Consider a mediaeval castle, the Dutch Waterline or the Maginot Line – they have all become outdated because of the modernization of attack techniques. New lines of defence are necessary in the digital age, and to look at them only from a national level (even just from a governmental point of view) is an ancient reflex. International coordination and cooperation is necessary and it is needed now.

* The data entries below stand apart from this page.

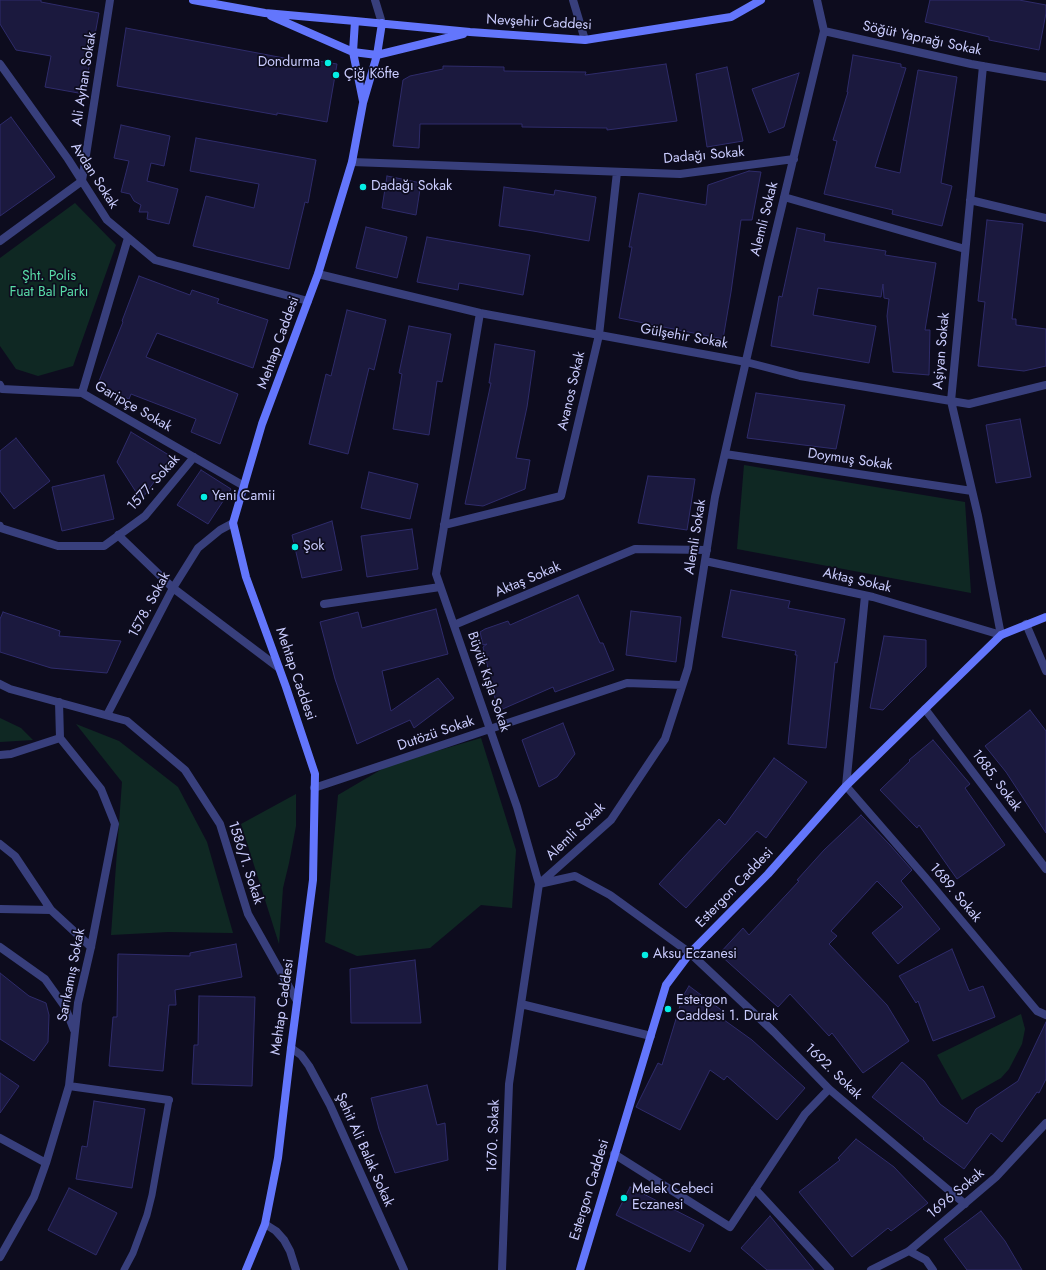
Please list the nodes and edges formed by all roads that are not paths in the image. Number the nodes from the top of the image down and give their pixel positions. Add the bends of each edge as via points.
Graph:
1 (110, 0) edge
2 (193, 0) edge
3 (375, 0) edge
4 (572, 0) edge
5 (760, 0) edge
6 (817, 0) edge
7 (265, 13) junction
8 (355, 20) junction
9 (382, 23) junction
10 (824, 31) junction
11 (470, 32) junction
12 (584, 40) junction
13 (353, 52) junction
14 (377, 55) junction
15 (0, 64) edge
16 (983, 66) junction
17 (1046, 77) edge
18 (364, 103) junction
19 (794, 160) junction
20 (352, 162) junction
21 (616, 172) junction
22 (82, 181) junction
23 (784, 197) junction
24 (970, 200) junction
25 (1046, 218) edge
26 (128, 238) junction
27 (0, 241) edge
28 (965, 249) junction
29 (318, 274) junction
30 (308, 301) junction
31 (480, 313) junction
32 (599, 335) junction
33 (746, 362) junction
34 (1046, 384) edge
35 (0, 385) edge
36 (82, 394) junction
37 (951, 401) junction
38 (725, 454) junction
39 (194, 457) junction
40 (244, 486) junction
41 (972, 491) junction
42 (234, 523) junction
43 (444, 525) junction
44 (0, 526) edge
45 (118, 535) junction
46 (707, 550) junction
47 (705, 561) junction
48 (440, 587) junction
49 (173, 588) junction
50 (865, 596) junction
51 (324, 604) dead end
52 (1046, 617) edge
53 (1026, 624) junction
54 (454, 625) junction
55 (1001, 635) junction
56 (279, 668) junction
57 (1046, 671) edge
58 (0, 684) edge
59 (682, 685) junction
60 (58, 702) junction
61 (924, 709) junction
62 (107, 715) junction
63 (490, 729) junction
64 (60, 738) junction
65 (0, 755) edge
66 (846, 786) junction
67 (314, 788) junction
68 (0, 844) edge
69 (1046, 869) edge
70 (539, 884) junction
71 (0, 909) edge
72 (52, 910) junction
73 (0, 947) edge
74 (90, 947) junction
75 (690, 953) junction
76 (297, 1001) junction
77 (521, 1004) junction
78 (1046, 1015) edge
79 (75, 1031) junction
80 (651, 1036) junction
81 (291, 1048) junction
82 (69, 1086) junction
83 (828, 1089) junction
84 (169, 1100) joint
85 (1046, 1123) edge
86 (0, 1138) edge
87 (614, 1154) junction
88 (46, 1163) junction
89 (755, 1189) junction
90 (965, 1204) junction
91 (265, 1224) junction
92 (910, 1251) junction
93 (0, 1257) edge
94 (124, 1270) edge
95 (246, 1270) edge
96 (296, 1270) edge
97 (404, 1270) edge
98 (502, 1270) edge
99 (580, 1270) edge
100 (830, 1270) edge
101 (871, 1270) edge
102 (933, 1270) edge

1 - 22 street, Ali Ayhan Sokak
2 - 7 main road
3 - 9 street
4 - 12 street
5 - 12 main road, Nevşehir Caddesi via 731,17
6 - 10 street
7 - 8 main road
7 - 13 main road
8 - 9 main road, Nevşehir Caddesi
8 - 13 main road
9 - 11 main road, Nevşehir Caddesi
9 - 14 main road, Mehtap Caddesi
10 - 16 street, Söğüt Yaprağı Sokak
10 - 19 street, Alemli Sokak
11 - 12 main road, Nevşehir Caddesi
11 - 14 main road
13 - 14 main road
13 - 18 main road
14 - 18 main road, Mehtap Caddesi
15 - 22 street, Avdan Sokak
16 - 17 street, Söğüt Yaprağı Sokak
16 - 24 street, Aşiyan Sokak
18 - 20 main road, Mehtap Caddesi
19 - 21 street, Dadağı Sokak via 680,174
19 - 23 street, Alemli Sokak
20 - 21 street, Dadağı Sokak
20 - 29 main road, Mehtap Caddesi
21 - 32 street, Avanos Sokak
22 - 26 street, Avdan Sokak via 107,220
22 - 27 street
23 - 28 street
23 - 33 street, Alemli Sokak
24 - 25 street
24 - 28 street, Aşiyan Sokak
26 - 30 street, Avdan Sokak via 155,260
26 - 36 street
28 - 37 street, Aşiyan Sokak
29 - 30 main road, Mehtap Caddesi
29 - 31 street, Gülşehir Sokak
30 - 40 main road, Mehtap Caddesi via 262,424
31 - 32 street, Gülşehir Sokak
31 - 43 street, Büyük Kışla Sokak
32 - 33 street, Gülşehir Sokak
32 - 43 street, Avanos Sokak via 561,496
33 - 37 street, Gülşehir Sokak via 800,376
33 - 38 street, Alemli Sokak
34 - 37 street, Gülşehir Sokak via 969,404
35 - 36 street, Garipçe Sokak via 2,390
36 - 39 street, Garipçe Sokak
37 - 41 street, Aşiyan Sokak
38 - 41 street, Doymuş Sokak
38 - 46 street, Alemli Sokak
39 - 40 street, Garipçe Sokak
39 - 45 street, 1577. Sokak via 145,516
40 - 42 main road, Mehtap Caddesi
41 - 55 street, Aşiyan Sokak
42 - 49 street, 1578. Sokak via 220,530 198,548
42 - 56 main road, Mehtap Caddesi via 246,577
43 - 48 street, Büyük Kışla Sokak via 436,574
44 - 45 street, 1577. Sokak via 58,546 104,546
45 - 49 street
46 - 47 street, Alemli Sokak
46 - 54 street, Aktaş Sokak via 635,548
47 - 50 street, Aktaş Sokak
47 - 59 street, Alemli Sokak via 688,668
48 - 51 street
48 - 54 street, Büyük Kışla Sokak
49 - 56 street
49 - 62 street, 1578. Sokak
50 - 55 street, Aktaş Sokak
50 - 66 street
52 - 53 main road, Estergon Caddesi
53 - 55 main road, Estergon Caddesi
53 - 57 street
54 - 63 street, Büyük Kışla Sokak
55 - 61 main road, Estergon Caddesi
56 - 67 main road, Mehtap Caddesi via 314,774
58 - 60 street, 1586/1. Sokak
59 - 63 street, Dutözü Sokak via 627,682
59 - 70 street, Alemli Sokak via 665,739 611,820
60 - 62 street, 1586/1. Sokak
60 - 64 street
61 - 66 main road, Estergon Caddesi
61 - 69 street, 1685. Sokak
62 - 76 street, 1586/1. Sokak via 127,721 185,770 220,824 248,914
63 - 67 street, Dutözü Sokak
63 - 70 street, Büyük Kışla Sokak via 517,807
64 - 65 street via 11,754
64 - 74 street, Sarıkamış Sokak via 101,789 115,824
66 - 75 main road, Estergon Caddesi via 768,874
66 - 78 street, 1689. Sokak via 1037,1011
67 - 76 main road, Mehtap Caddesi via 313,880
68 - 72 street via 15,856
70 - 75 street via 575,876 610,895
70 - 77 street
71 - 72 street
72 - 74 street
73 - 79 street via 45,979 65,1007
74 - 79 street, Sarıkamış Sokak
75 - 80 main road, Estergon Caddesi via 666,985
75 - 83 street, 1692. Sokak via 774,1032
76 - 81 main road, Mehtap Caddesi
77 - 80 street
77 - 98 street, 1670. Sokak via 509,1084
79 - 82 street, Sarıkamış Sokak
80 - 87 main road, Estergon Caddesi
81 - 91 main road, Mehtap Caddesi via 278,1158
81 - 97 street, Şehit Ali Balak Sokak via 301,1055 309,1066 330,1105
82 - 84 street
82 - 88 street, Sarıkamış Sokak
83 - 89 street via 805,1114
83 - 90 street, 1692. Sokak
84 - 94 lane via 147,1215
85 - 90 street, 1696 Sokak via 996,1177
86 - 88 street
87 - 89 street via 730,1227
87 - 99 main road, Estergon Caddesi
88 - 93 street, Sarıkamış Sokak via 34,1197
89 - 100 street
90 - 92 street, 1696 Sokak
91 - 95 main road, Mehtap Caddesi
91 - 96 street via 284,1240
92 - 101 street, 1696 Sokak
92 - 102 street via 926,1260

The Internet has become an integral part of our lives. The difference between the physical and digital worlds is disappearing fast. Now it is also time to take necessary steps in the governance of nation states. An EU prosecutor's office is just the sort of institution needed here. Giving coordinating powers to EU institutions is about coordination and initiative, about bringing the right people together. It’s about solving crimes, diminishing threats and catching perpetrators. It’s about true cooperation across borders with urgency and effectiveness. It is not about national prosecution in the end phase of a case. Every second wasted is another successful attack. The decision as to who takes someone to court and where, is another discussion. This does not have to change at all. But this topic is about the future. It is time to act accordingly. Are there truly any other options?